Please reproduce all of the data exactly as it appears, but skip the pictures.

━━━━━━━━

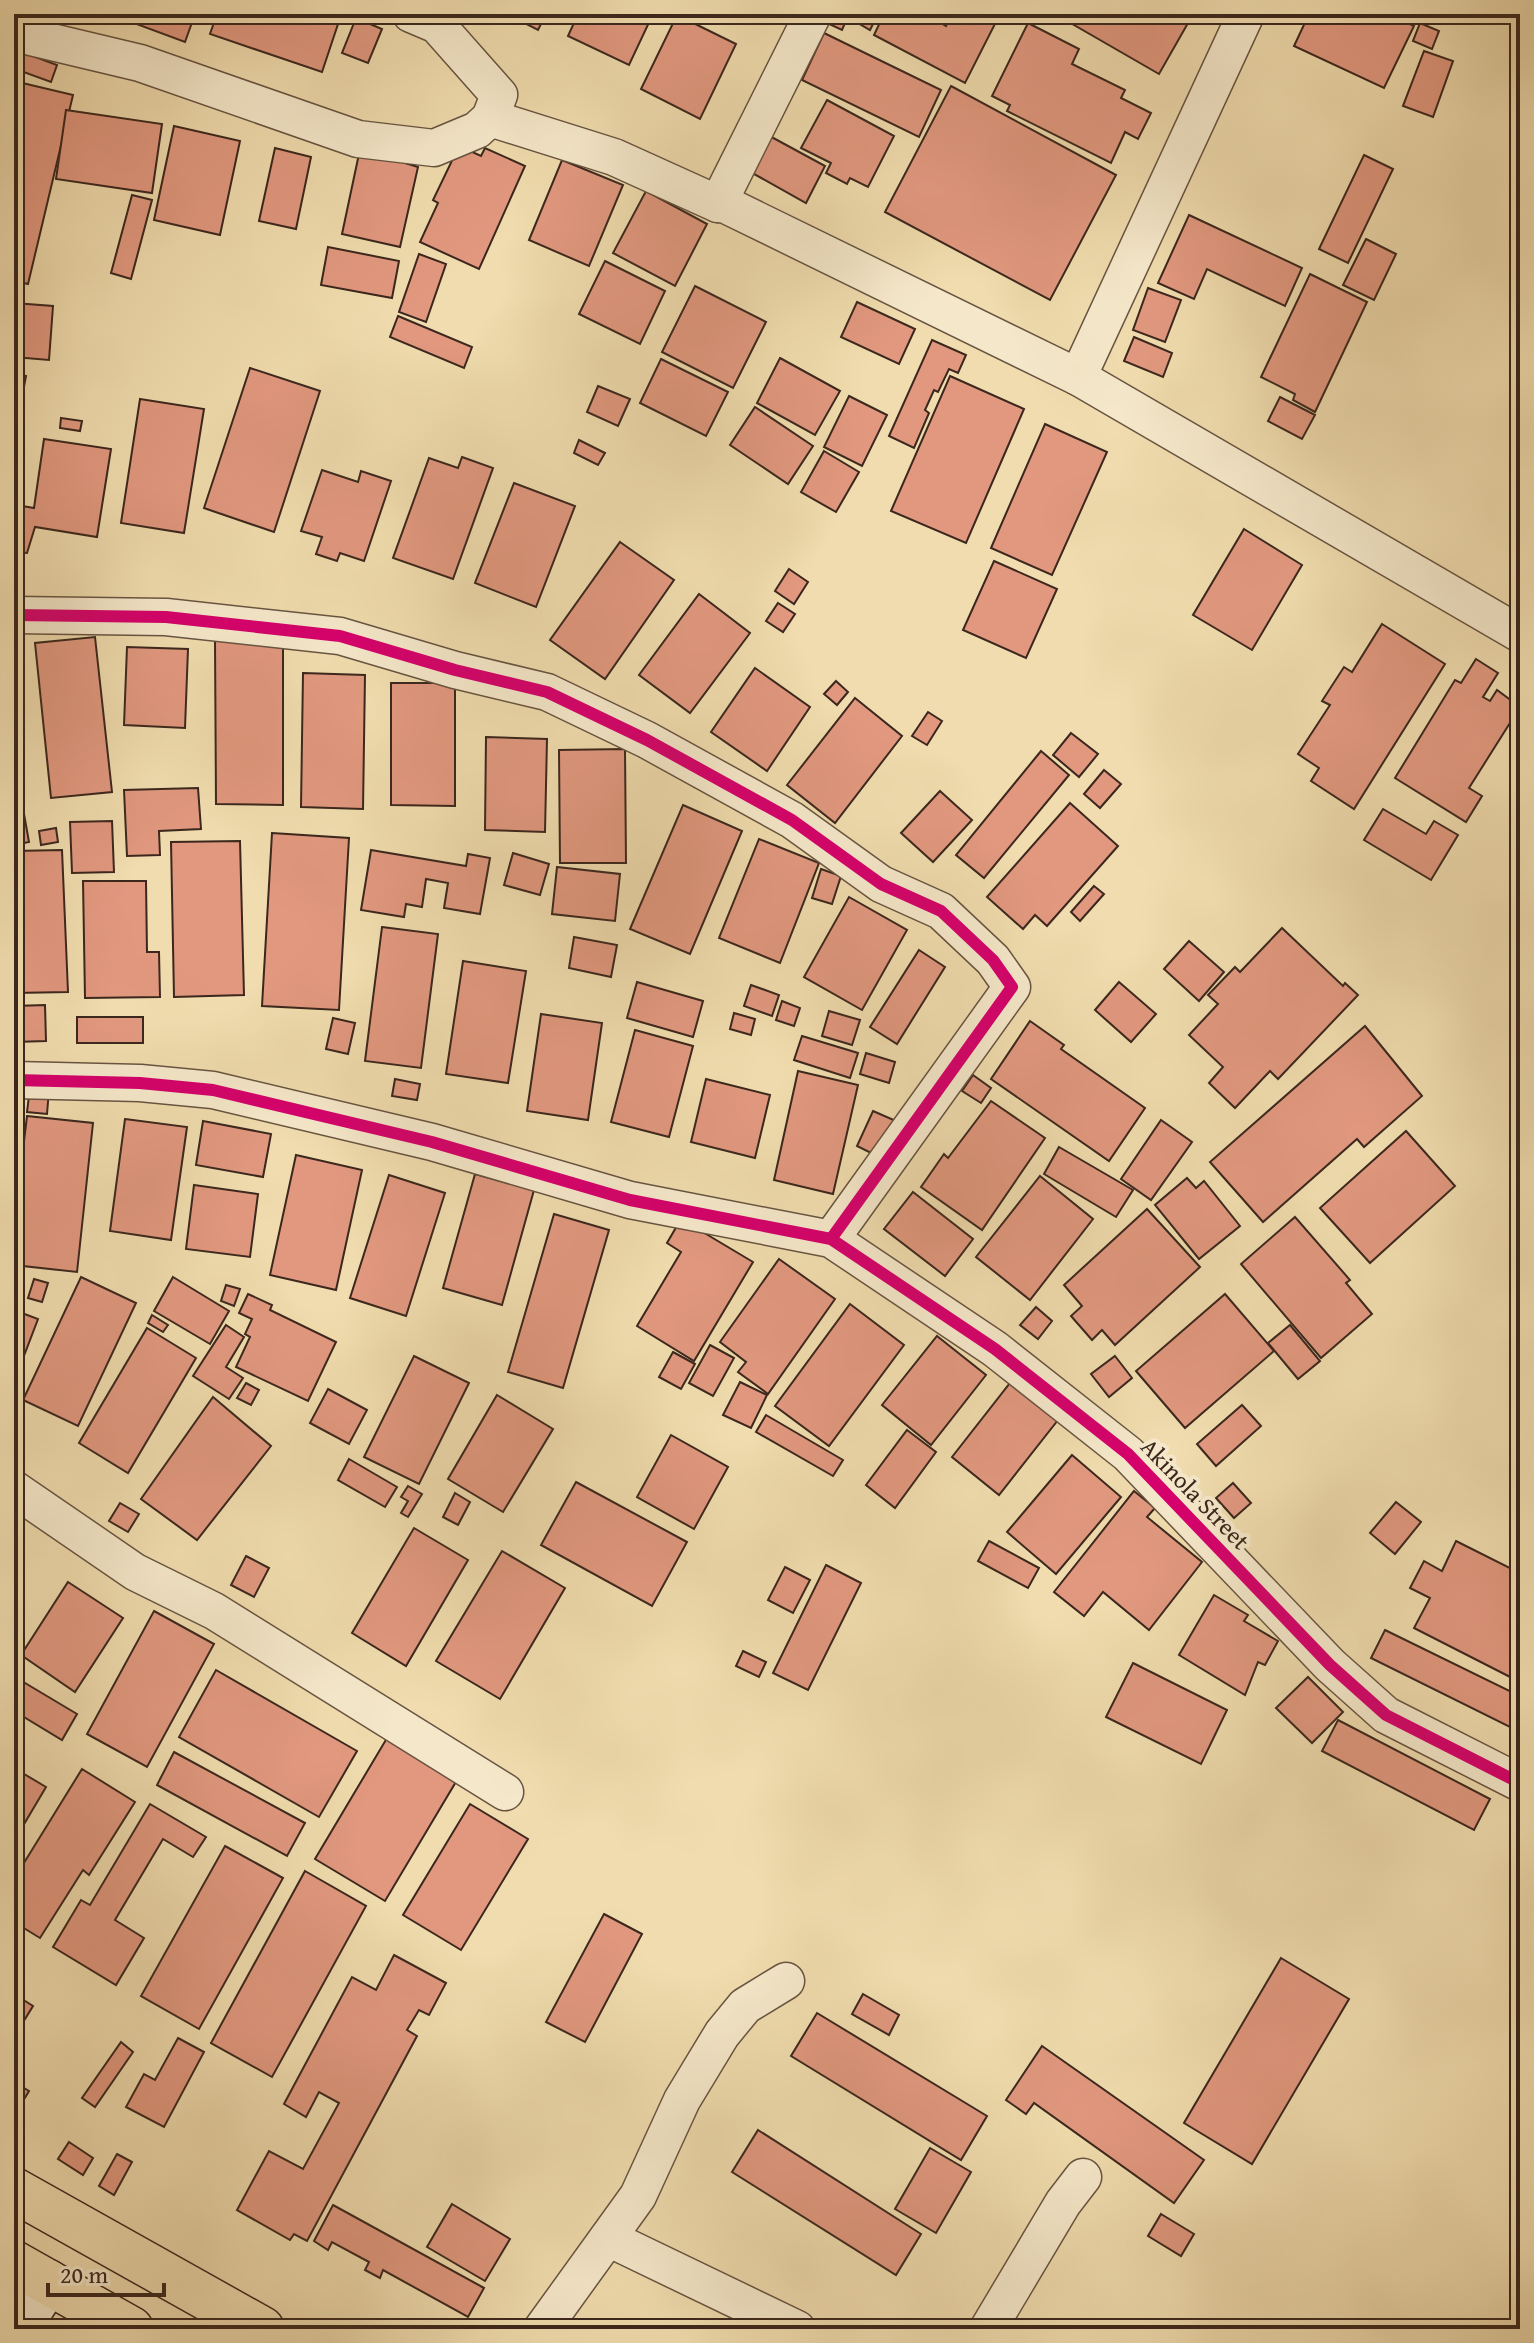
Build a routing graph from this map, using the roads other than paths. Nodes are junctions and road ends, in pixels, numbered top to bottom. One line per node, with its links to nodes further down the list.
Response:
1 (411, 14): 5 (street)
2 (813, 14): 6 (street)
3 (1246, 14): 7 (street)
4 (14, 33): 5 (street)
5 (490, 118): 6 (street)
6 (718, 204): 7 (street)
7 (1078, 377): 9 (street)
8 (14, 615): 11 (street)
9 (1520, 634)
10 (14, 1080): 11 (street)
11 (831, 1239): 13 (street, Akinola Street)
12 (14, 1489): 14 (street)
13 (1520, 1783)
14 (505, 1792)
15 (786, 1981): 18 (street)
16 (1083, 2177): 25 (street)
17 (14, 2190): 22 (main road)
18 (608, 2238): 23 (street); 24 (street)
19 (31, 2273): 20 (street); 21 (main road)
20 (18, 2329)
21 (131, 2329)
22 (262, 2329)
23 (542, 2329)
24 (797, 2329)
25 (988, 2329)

━━━━━━━━

__Completed exercise__
Build a routing graph from this map, using the roads other than paths. Nodes are junctions and road ends, in pixels, numbered top to bottom. One line per node, with its links to nodes further down the list.
Response:
1 (411, 14): 5 (street)
2 (813, 14): 6 (street)
3 (1246, 14): 7 (street)
4 (14, 33): 5 (street)
5 (490, 118): 6 (street)
6 (718, 204): 7 (street)
7 (1078, 377): 9 (street)
8 (14, 615): 11 (street)
9 (1520, 634)
10 (14, 1080): 11 (street)
11 (831, 1239): 13 (street, Akinola Street)
12 (14, 1489): 14 (street)
13 (1520, 1783)
14 (505, 1792)
15 (786, 1981): 18 (street)
16 (1083, 2177): 25 (street)
17 (14, 2190): 22 (main road)
18 (608, 2238): 23 (street); 24 (street)
19 (31, 2273): 20 (street); 21 (main road)
20 (18, 2329)
21 (131, 2329)
22 (262, 2329)
23 (542, 2329)
24 (797, 2329)
25 (988, 2329)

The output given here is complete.